I hate to reference this example, because it comes from a total troll I was briefly seeing at the beginning of this year. In his field, he really didn’t have the time to work out, but had noticed he’d put on a few lbs, so he made changes to his diet consistently in addition to working out when possible. He didn’t let the excuse of working all of the time keep him from his goal of becoming healthier. He evaluated the problem and thought of a solution. He didn’t play the victim and stuff his face with donuts (been there done that…. Struggle is real), but instead he identified his goal and made the changes he could at the time.
Transitional periods are temporary
Lately, I’ve been having a time, to say the least. WOOF. Anyway, one of my best friends reminded me last night that challenging circumstances are only temporary. I tend to be such a big picture gal that it’s hard for me to place myself in the present and accept that change doesn’t happen overnight. I tend to allow feelings to dictate how I handle a situation when in reality feelings are subjective. We can’t go off how we’re feeling and we can’t go from a mile to a marathon in five minutes. Patience is a virtue for a reason.
Prioritize what you value
We’re all chasing that paper, but at the end of the day, who wants to be broke and alone? And don’t go thinking you’re gonna be the next Hugh Heffner. I mean seriously. We live and breathe our 9-5, which everyone knows is really 24/7, but at the end of the day, I suppose it would be nice to have someone to come home to. Someone who makes you forget about the fact that 10/12 hours that day were spent on the verge of a panic attack and feeling like you’re nothing more than smeared dog shit on a sidewalk of the Lower East Side.
And hey, you’re asexual? You hate people? I get it. I’m not saying a relationship is the end all be all of your existence. I’m saying find what lights a fire under your ass and pursue it. I’m the most ADD person you’ll ever meet. I’m currently working a minimum (haha as if) of 40 hours a week, pursuing a side hustle, volunteering/joining a new charity, rekindling my love of fitness with classes and running, working on a project that takes at least 3 hours of every day and a lot of time on the weekends, casually dating, blogging, reading, staying in touch and involved with friends and family, and most importantly trying to find my mind after losing it on a daily basis.
Maybe all of that means I’m spreading myself too thin, but for whatever reason I refuse to give up.
Sometimes when you’re trying to accomplish a million things, it feels like you’re accomplishing nothing at all. Maybe that’s why Steve Jobs was such a jerk and devoted his life so much to his career that he wouldn’t even change up his wardrobe. Nah blue pants, you ain’t getting a second thought. All I got time for is Apple. He simplified everything and focused on the only thing that mattered to him. I don’t think there is a right or wrong to this way of living. I mean the dude was super successful, but was he fulfilled? Was he happy?
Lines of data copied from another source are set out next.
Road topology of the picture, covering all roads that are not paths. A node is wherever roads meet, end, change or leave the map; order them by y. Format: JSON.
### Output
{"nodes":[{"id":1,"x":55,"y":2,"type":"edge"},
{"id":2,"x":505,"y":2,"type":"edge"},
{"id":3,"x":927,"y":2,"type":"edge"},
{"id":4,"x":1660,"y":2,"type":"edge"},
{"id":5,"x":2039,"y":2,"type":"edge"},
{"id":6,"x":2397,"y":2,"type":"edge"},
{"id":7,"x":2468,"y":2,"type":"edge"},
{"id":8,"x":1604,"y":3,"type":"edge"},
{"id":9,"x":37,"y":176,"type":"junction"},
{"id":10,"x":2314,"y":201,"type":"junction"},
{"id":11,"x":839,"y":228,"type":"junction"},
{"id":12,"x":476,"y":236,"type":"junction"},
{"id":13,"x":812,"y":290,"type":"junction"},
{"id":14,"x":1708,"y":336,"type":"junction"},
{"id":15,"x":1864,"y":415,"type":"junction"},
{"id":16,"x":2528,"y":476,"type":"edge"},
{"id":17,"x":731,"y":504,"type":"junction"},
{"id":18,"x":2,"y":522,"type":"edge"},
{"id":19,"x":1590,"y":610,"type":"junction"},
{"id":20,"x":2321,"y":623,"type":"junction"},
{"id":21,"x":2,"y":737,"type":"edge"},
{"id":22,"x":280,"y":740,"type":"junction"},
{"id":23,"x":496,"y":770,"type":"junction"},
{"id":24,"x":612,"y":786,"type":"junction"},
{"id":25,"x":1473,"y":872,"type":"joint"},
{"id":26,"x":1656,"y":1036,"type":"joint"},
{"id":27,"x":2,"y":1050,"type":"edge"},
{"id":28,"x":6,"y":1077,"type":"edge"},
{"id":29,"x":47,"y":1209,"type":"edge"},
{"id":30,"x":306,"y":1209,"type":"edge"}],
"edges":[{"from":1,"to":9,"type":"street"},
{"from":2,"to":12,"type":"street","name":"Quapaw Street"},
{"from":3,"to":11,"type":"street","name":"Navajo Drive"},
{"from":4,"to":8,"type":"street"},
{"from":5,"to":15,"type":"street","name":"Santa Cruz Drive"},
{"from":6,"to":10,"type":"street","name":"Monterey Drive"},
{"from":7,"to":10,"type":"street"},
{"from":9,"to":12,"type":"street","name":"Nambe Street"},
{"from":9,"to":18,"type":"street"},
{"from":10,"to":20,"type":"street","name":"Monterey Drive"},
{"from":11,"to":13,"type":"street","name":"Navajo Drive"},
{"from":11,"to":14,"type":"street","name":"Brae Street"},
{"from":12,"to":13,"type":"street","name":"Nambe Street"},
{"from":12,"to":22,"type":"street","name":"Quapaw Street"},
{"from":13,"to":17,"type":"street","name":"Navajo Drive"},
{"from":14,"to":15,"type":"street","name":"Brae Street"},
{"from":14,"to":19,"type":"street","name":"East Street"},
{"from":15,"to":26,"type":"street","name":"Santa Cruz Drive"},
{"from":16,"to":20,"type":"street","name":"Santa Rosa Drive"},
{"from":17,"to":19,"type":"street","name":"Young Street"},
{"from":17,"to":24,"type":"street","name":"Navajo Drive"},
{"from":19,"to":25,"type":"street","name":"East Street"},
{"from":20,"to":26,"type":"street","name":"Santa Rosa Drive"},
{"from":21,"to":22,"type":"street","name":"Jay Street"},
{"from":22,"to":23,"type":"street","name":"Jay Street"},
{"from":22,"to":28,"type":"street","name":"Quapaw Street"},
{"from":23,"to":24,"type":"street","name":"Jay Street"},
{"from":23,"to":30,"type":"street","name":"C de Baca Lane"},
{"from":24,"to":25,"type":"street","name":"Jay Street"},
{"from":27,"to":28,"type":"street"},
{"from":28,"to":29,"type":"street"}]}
Things have been so chaotic and there has been so much in the mix that I know I need to cut back on a few things and stop drowning myself in the endless opportunities that life presents. That said, I do think you can have it all with applied discipline. We must schedule our time so that it reflects our values and goals. You have the power to accomplish everything you want, but you have to be consistent.
I’m curious, what’s your routine? What keeps you going when you’re stressed out and disengaged? How do you plan your life? For me, I think starting each week with a set schedule is crucial. Have I done that? Yes. Have I stuck to it? Nah. But we live for another day and with 2018 approaching, it’s time to reevaluate who you are and what you want to accomplish and what it takes to get there.